From the June 2010 issue of Benefits Selling Magazine • Subscribe!

Cancer plan popularity still going strong

Most brokers and enrollment companies boast a standard list of voluntary (or worksite) benefits they offer: short-term disability, term life, universal or whole life, and accident are certainly the most common. Over time, many brokers began to add a strong cancer plan to their portfolio. With the advent of critical illness insurance, many industry professionals predicted the demise of the cancer plans, and yet the resiliency of cancer plans proves that, to paraphrase Mark Twain, the reports of the product's death remain greatly exaggerated.

The Strategy
It's true that critical illness certainly put a dent into the market share cancer insurance once enjoyed, but there is still a sizable portion of the broker population that takes advantage of some sort of cancer product. Some still simply prefer cancer plans over the more robust critical illness plan, but many are using cancer along with critical illness not only in their portfolio but in the same employer group and insuring the same employee. In some cases both products are used to add another layer of protection in case of cancer.

But more frequently, when a broker employs both products in a case or with an employee, they are utilizing a critical illness plan that has a feature that will allow the cancer coverage to be carved out and then adding the separate cancer plan. There is some debate on the value of this, but most frequently a broker believes that it saves on the overall cost to the insured.

Plan types and riders
There are two primary types of cancer plans with a various selection of features and riders. The most well known and more traditional cancer plan is an indemnity-based plan that pays a fixed cost upon treatment of a diagnosed cancer. Many carriers now pay upon diagnosis rather than treatment, but still on a set schedule. The other very popular cancer plans are those that pay a lump sum directly to the policy holder upon diagnosis. These plans seem to fit well when carving out the cancer provision of a critical illness plan.

There are several different riders that help separate one plan from another such as a return of premium rider, which pays back the premium to the insured after the expiration of a policy, and a reoccurrence rider, which pays additional claims if the policy holder suffers from a separate incidence of cancer. Usually this comes with a one-year waiting period. The return-of-premium rider, for cancer and other policy types, is a source of debate on the value to the owner of the policy as the cost is built into the premium, but there is certainly no debate about the popularity of the rider within the broker community or the end consumer; It remains very popular. As is the reoccurrence rider concept, though, with less debate about the actual value.

Cancer comes in other shapes and sizes -- namely the length of the policy; There are 20-year policies, lifetime policies and several things in between. Finding the right policy for their clients is something that every insurance professional must discover.

A Solid future
Throughout the history of cancer insurance, carriers have had an interesting relationship with the product. The industry has seen an insurance company shift the policy provisions of cancer frequently, as they often have had negative claims experiences when claims have been uncapped or the reoccurrence benefit was utilized more frequently than expected, for example.

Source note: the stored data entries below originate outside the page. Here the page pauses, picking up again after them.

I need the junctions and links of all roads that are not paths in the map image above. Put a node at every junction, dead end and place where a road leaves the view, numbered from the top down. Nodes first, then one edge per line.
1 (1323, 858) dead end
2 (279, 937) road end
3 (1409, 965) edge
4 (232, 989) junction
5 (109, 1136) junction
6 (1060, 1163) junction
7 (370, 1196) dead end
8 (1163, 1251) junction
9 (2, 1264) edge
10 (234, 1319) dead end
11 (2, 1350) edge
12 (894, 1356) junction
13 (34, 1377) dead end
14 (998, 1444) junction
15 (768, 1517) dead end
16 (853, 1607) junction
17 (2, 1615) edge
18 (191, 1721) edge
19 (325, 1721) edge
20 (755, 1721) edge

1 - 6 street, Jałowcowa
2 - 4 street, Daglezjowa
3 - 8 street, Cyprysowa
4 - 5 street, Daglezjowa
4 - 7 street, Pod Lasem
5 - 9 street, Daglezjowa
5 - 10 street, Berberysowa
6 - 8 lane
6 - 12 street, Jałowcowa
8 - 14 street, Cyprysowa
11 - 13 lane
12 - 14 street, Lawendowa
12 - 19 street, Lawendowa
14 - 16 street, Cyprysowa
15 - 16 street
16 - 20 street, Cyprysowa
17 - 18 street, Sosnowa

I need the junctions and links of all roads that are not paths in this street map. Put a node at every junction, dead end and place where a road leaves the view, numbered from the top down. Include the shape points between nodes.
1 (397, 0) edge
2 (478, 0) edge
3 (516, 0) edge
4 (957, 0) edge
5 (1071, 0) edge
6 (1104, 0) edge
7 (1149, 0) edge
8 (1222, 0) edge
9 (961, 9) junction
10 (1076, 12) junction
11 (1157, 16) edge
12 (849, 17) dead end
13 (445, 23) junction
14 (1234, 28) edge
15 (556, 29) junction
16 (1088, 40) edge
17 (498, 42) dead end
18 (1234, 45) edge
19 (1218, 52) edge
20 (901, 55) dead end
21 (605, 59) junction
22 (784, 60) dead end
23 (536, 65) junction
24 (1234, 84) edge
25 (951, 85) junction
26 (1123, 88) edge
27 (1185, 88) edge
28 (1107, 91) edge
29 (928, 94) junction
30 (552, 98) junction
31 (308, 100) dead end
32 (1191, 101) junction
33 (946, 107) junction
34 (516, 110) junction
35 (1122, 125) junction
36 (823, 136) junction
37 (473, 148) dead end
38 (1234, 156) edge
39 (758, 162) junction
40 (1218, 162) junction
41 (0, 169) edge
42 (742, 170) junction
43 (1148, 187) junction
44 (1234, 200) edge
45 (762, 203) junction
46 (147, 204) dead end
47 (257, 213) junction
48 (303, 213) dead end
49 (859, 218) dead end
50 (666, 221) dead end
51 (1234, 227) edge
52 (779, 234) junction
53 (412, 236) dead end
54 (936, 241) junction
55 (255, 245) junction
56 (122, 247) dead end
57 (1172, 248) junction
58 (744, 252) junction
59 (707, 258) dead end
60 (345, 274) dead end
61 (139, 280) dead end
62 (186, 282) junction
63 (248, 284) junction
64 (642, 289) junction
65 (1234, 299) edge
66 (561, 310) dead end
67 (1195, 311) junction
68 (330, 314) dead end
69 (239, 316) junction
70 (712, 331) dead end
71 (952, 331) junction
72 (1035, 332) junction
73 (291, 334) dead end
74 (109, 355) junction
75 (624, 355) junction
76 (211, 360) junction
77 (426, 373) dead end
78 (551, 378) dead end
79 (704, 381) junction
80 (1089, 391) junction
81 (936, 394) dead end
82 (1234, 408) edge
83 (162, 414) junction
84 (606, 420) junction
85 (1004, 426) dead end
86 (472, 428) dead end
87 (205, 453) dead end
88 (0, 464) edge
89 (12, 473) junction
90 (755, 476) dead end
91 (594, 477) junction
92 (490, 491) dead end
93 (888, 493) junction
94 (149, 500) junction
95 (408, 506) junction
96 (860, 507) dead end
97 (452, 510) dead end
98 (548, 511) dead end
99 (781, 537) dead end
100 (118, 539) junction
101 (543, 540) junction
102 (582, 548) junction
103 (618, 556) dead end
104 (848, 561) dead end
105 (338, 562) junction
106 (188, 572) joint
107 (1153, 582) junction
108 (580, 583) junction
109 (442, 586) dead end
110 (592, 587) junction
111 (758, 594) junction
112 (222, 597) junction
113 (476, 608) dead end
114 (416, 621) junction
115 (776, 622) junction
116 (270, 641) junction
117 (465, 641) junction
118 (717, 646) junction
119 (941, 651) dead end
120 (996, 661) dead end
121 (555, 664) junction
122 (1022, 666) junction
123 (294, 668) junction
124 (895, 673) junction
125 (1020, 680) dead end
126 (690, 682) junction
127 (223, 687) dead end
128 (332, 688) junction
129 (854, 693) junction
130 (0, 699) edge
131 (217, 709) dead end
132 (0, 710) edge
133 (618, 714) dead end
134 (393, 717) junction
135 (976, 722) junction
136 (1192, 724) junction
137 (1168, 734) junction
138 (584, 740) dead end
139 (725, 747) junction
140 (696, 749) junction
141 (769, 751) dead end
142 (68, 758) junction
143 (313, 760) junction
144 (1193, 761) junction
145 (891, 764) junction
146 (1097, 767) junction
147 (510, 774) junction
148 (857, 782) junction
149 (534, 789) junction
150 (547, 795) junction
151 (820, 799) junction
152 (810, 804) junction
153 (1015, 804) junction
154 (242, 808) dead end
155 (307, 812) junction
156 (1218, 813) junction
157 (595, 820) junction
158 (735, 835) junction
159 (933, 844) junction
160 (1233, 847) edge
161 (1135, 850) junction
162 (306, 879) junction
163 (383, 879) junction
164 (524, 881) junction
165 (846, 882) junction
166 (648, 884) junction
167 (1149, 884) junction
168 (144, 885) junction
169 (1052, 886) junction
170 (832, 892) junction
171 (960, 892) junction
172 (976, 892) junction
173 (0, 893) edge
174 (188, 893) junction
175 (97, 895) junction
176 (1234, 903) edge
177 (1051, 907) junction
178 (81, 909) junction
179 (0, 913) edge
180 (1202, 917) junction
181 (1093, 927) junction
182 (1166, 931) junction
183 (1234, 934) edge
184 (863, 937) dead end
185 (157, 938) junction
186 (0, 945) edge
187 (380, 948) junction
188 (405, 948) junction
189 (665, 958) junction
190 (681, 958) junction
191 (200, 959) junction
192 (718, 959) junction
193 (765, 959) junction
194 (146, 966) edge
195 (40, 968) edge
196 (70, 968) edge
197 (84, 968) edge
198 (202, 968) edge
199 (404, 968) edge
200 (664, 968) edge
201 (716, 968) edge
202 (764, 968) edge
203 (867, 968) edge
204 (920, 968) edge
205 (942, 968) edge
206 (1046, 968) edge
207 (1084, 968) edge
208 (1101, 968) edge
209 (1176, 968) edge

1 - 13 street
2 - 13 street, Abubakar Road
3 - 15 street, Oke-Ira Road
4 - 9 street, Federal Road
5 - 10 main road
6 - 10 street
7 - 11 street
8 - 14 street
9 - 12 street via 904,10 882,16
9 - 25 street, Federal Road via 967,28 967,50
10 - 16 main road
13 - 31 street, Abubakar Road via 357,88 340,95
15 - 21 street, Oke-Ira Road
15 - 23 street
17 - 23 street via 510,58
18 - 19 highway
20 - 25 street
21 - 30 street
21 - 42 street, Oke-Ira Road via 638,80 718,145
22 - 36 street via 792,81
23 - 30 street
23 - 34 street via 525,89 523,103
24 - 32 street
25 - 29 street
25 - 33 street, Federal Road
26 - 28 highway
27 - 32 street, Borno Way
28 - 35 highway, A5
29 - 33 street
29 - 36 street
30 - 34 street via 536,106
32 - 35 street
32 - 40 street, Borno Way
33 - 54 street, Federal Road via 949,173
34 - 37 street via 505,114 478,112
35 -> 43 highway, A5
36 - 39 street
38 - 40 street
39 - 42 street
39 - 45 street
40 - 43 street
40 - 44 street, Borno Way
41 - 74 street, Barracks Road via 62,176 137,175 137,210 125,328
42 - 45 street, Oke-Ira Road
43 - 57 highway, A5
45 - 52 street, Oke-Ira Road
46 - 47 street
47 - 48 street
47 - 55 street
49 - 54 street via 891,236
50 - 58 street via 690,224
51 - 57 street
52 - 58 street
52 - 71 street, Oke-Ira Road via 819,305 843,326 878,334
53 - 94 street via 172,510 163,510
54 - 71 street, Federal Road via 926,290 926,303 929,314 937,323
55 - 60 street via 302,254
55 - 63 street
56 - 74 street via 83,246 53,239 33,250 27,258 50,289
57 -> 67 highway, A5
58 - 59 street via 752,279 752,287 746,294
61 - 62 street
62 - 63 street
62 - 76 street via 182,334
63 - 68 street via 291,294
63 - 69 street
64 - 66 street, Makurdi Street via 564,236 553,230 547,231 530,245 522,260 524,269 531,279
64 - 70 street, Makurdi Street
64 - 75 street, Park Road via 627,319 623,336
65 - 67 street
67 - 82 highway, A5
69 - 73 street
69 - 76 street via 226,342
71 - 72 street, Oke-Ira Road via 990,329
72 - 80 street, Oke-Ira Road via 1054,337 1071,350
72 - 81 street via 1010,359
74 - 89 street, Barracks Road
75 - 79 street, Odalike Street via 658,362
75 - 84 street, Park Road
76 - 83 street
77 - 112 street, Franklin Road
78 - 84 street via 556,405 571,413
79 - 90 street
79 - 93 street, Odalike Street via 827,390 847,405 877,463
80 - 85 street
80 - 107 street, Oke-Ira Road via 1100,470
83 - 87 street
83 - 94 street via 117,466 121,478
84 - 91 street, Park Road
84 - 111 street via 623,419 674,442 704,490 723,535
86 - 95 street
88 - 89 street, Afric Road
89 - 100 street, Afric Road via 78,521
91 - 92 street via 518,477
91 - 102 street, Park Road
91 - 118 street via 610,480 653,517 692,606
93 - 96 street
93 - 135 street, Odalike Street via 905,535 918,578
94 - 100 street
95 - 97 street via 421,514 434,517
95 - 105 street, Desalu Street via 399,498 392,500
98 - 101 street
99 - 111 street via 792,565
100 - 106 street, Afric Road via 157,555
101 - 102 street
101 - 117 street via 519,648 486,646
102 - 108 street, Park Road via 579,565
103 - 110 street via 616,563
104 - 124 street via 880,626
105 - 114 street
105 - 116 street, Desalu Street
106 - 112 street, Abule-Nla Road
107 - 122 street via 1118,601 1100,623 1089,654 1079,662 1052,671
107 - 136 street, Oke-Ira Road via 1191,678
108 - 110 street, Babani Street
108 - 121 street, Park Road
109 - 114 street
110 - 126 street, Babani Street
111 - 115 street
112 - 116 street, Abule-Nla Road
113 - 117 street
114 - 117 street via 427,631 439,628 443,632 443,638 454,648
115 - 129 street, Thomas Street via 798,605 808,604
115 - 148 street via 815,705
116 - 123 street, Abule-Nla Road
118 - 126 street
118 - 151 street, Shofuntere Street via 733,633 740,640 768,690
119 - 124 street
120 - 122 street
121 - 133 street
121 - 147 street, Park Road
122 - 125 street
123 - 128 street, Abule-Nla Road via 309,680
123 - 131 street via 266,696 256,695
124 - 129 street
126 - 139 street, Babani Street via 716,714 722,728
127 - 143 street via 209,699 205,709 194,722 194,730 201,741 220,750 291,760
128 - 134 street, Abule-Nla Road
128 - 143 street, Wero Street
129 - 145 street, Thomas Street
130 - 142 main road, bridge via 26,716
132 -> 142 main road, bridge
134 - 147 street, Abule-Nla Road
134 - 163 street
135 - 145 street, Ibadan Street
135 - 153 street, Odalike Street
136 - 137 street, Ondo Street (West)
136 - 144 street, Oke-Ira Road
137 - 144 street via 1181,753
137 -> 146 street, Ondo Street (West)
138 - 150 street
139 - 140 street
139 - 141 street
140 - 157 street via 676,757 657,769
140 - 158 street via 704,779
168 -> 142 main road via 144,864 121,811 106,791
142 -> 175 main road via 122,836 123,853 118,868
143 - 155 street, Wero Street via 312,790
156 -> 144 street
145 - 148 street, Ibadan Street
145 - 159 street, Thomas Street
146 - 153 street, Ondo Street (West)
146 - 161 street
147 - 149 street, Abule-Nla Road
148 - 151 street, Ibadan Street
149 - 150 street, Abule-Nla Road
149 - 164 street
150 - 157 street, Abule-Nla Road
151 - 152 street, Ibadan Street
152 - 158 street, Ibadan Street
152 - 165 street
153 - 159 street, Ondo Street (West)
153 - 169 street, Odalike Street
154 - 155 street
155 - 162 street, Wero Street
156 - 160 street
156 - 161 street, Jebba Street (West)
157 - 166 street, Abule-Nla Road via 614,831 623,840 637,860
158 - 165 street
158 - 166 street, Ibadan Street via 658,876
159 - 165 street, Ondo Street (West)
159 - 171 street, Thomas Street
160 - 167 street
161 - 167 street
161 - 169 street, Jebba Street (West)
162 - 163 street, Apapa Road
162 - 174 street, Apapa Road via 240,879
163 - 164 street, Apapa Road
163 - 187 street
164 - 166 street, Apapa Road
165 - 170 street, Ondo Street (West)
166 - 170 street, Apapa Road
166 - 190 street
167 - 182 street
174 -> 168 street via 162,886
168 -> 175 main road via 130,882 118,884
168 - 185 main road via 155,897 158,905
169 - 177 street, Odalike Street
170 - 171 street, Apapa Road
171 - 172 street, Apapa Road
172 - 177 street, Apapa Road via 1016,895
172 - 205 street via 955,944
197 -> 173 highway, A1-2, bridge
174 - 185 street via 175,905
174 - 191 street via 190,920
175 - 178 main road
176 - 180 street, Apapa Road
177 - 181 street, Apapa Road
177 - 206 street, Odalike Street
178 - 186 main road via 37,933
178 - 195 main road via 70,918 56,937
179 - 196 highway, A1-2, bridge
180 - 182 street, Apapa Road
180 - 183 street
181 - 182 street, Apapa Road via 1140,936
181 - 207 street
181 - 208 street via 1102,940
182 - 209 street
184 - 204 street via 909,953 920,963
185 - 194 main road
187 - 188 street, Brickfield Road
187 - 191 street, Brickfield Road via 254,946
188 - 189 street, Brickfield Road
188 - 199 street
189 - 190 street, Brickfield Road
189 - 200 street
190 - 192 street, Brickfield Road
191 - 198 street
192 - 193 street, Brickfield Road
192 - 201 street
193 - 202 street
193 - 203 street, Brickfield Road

Sometimes the carrier changes the way the product fundamentally operates. Other times the carrier lowers the commissions. They may even do both or leave the market all together. Either way, cancer insurance seems to have had its fair share of actuarial misfires.

Actuarial errors or not, cancer policies as a whole have been very lucrative to carriers and brokers and, most importantly, helped a lot of families and individuals in a time of great need. It should also be noted, not only has cancer coverage been a successful worksite product, but has thrived in the individual market as well. It's rumored it has done pretty well in overseas markets too.

The future of the product seems solid now, as more brokers and benefits consultants are still figuring out ways for a cancer policy to co-exist, work with and thrive with critical illness products. The brokers who believe strongly in cancer-only insurance continue to offer the product to business owners, HR directors and C-level executives for their workforce, whatever the size.

Employers worried about cancer meds
Employers are increasingly concerned about cancer medications and are showing more interest than ever in health, wellness and disease management initiatives. At least that's the latest research from Health Industries Research Cos.

Health Industries Research Cos. is an independent, nonpartisan group that's been conducting market research on trends in health care, pharmaceutical and managed care businesses for 20 years.
"Due to the economic recession in 2010, employers have been increasingly challenged to balance budgetary concerns with the needs and demands of their employees and beneficiaries," cites Lauren Bolen, HIRC's director of employer research. HIRC market research finds that the drug categories that generate the most costs are: cardiovascular, GI, antidepressants, diabetes, and cancer. Over the past five years, products that treat cardiovascular disease and GI disorders remain of highest concern.

However, it is notable that employers are increasingly concerned with pharmaceutical costs associated with cancer medications, and, to a lesser extent, antidepressants and diabetic treatments. Over the past five years, HIRC employer panelists have reported an increasing likelihood to implement health, wellness and disease management initiatives. However, Lauren Bolen notes, "the challenging economic environment is forcing employers to increasingly justify ongoing investments in DM and wellness initiatives." While many employers may not be expanding these programs in the wake of the economic recession, they continue to fund existing programs to address underlying factors driving their employees' consumption of health care products and services.